La huitième symphonie, dite des Mille, oeuvre démesurée d’un homme de 50 ans fût de son vivant le seul triomphe de Gustav Mahler compositeur. Créée à Munich le 12 décembre 1910 par 858 choristes et 171 instrumentistes sous sa direction, elle est très rarement donnée en France. La meilleure preuve en est que le chœur de l’Orchestre de Paris la mettait ces jours-ci à son répertoire. Arthur Oldham en parlait souvent mais aucun des projets initiés ne fut mené à son terme. Quant à l’Orchestre de Paris, la dernière fois qu’il a joué cette œuvre c’était le 30 juin 1975 au Palais des Congrès pour les adieux de Solti et en cette circonstance déjà des chœurs étrangers avaient été engagés. Il s’agissait du New Philharmonia chorus dirigé par Norbert Balatsch, un des légendaires chefs des chœurs de Bayreuth, et déjà du Wiener Singverein préparé à l’époque par Helmut Froschauer. Les chœurs d’enfants réunissaient le célèbre Tölzen Knabenchor et les chœurs d’enfants de Paris. Parmi les solistes, on retrouvait notamment Lucia Popp, Nadine Denize, John Shirley-Quick, Robert Tear, Helen Watts ou Christiane Eda-Pierre.
Pour cette production 2008, événement phare des 40 ans de l’Orchestre de Paris, il n’y aura à Bercy qu’un seul concert. Le second initialement prévu a été annulé et les raisons financières officiellement invoquées ne trompent personne. Seize mille places pour une œuvre peu connue programmée pendant les congés scolaires ne se vendent pas sans une vraie campagne publicitaire. Dommage vu l’investissement artistique, logistique et financier.
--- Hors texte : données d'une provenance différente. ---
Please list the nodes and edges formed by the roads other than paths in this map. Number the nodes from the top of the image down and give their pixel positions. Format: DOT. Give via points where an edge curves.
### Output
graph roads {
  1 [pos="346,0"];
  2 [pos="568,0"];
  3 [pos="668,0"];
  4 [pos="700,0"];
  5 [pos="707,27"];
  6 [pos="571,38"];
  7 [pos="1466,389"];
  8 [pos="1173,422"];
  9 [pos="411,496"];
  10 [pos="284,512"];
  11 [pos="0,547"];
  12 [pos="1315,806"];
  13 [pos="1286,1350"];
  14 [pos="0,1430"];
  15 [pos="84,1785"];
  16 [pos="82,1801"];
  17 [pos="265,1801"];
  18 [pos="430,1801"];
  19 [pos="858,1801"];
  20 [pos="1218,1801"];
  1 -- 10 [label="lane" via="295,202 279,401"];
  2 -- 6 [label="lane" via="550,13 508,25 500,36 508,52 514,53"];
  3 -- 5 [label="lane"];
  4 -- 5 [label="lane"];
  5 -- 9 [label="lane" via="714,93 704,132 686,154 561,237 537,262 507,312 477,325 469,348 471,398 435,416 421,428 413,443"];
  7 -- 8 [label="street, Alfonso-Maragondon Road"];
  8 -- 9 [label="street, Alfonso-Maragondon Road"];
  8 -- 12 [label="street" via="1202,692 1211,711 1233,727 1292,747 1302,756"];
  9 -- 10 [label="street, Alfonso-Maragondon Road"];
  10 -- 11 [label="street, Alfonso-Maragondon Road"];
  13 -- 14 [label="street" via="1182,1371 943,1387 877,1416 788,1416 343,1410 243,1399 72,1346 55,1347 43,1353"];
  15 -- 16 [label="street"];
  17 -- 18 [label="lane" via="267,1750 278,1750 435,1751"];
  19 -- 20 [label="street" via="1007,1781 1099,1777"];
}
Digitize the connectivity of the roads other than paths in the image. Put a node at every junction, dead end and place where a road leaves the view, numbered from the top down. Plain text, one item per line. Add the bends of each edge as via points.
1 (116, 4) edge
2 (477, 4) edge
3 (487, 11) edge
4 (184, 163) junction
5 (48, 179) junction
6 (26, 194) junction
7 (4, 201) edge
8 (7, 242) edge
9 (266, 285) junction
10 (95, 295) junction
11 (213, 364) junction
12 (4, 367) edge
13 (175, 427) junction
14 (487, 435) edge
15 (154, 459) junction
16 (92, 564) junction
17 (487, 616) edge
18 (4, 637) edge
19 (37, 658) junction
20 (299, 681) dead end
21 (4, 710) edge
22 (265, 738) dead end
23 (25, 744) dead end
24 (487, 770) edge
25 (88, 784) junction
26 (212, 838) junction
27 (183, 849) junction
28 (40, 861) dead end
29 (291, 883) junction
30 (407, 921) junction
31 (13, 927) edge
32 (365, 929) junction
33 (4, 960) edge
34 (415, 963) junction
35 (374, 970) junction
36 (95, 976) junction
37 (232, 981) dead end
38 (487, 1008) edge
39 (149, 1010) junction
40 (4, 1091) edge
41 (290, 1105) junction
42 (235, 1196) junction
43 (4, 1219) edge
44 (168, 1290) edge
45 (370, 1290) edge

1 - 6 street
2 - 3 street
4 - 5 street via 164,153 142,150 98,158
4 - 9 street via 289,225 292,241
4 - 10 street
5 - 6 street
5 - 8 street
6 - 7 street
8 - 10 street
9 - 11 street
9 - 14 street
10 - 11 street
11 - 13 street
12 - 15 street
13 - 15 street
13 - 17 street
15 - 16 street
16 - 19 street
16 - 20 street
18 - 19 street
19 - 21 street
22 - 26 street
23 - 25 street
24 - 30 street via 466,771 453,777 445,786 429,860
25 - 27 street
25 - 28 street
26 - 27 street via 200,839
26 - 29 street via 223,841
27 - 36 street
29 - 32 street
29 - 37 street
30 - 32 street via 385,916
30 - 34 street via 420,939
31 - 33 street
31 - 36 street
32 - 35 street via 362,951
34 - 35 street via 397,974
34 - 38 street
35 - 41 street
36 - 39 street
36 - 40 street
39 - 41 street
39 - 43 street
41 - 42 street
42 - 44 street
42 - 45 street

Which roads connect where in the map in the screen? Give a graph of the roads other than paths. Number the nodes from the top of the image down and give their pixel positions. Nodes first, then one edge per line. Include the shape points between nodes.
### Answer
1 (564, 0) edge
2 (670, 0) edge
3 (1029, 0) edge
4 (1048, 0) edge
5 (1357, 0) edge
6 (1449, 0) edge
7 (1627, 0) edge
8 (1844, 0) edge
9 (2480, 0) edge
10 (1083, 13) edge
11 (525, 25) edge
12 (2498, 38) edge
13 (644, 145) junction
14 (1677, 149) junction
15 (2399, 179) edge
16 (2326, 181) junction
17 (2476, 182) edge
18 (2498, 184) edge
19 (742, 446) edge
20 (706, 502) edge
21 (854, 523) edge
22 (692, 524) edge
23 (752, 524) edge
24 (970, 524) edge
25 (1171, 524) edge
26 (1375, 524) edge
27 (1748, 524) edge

Le Wiener Singverein, dirigé depuis 1991 par Johannes Prinz, ancien soliste des petits chanteurs de Vienne à la belle allure, et le LSO Chorus dirigé depuis 2001 par Joseph Cullen, à la cravate jaune poussin, ont été invités à se joindre au chœur de l’Orchestre de Paris.
Le premier contact dans la salle Marcel Cerdan est excellent : ambiance détendue, sourires complices, recherche dans la bonne humeur de sa place numérotée, accueil en 3 langues grâce à notre polyglotte Christopher Hyde, présentation respective des chefs. Ce qui frappe à l’évidence c’est que l’âge moyen est sensiblement plus élevé chez nos amis anglais comme viennois. Echauffement vocal rapide mené en douceur par Geoffroy Jourdain et on y va. Le son d’emblée homogène est somptueux, riche, puissant et la justesse naturelle. Christoph Eschenbach semble visiblement très satisfait. Johannes Prinz comme Joseph Cullen circulent parmi leurs troupes, les encourageant tout en plaisantant à l’occasion. Dans mon entourage exclusivement viennois, la maîtrise individuelle et collective est évidente ce qui n’exclut pas quelques discrets bavardages empathiques entre voisins. Tout est en place, les notes, bien entendu, les nuances et le texte. Il y a derrière moi quelques basses profondes qui ronronnent superbement et devant des ténors à la puissance impressionnante. Wunderbar ! Eschenbach explique à l’aide d’un microphone et en anglais ses intentions et à 22h45 l’émotion est palpable dans certains extraordinaires passages du second mouvement. Les enfants, environ 300 à partir du noyau de la Maîtrise de Radio France, sont bien préparés et épatants de justesse et d’engagement. Christoph Eschenbach en oublie même le début du second mouvement si subtil et délicat sur le papier mais en une simple lecture l’affaire est dans le sac. Petit flottement lorsque l’on s’aperçoit que certains passages chantés en petit chœur n’ont pas été clairement repartis. Dès demain, il n’en paraîtra plus rien. On se sépare heureux et excités. Joseph Cullen en bon perfectionniste réunit autour du piano quelques choristes anglaises car un passage ne lui semble pas encore au point. Belle leçon d’humilité. De l’autre coté, Johannes Prinz rassemble ses troupes pour des recommandations… touristiques ? Car nos amis sont jusqu’à vendredi en tournée et donc en vacances. Heureux hommes et femmes ! Vivement demain. Bis morgen.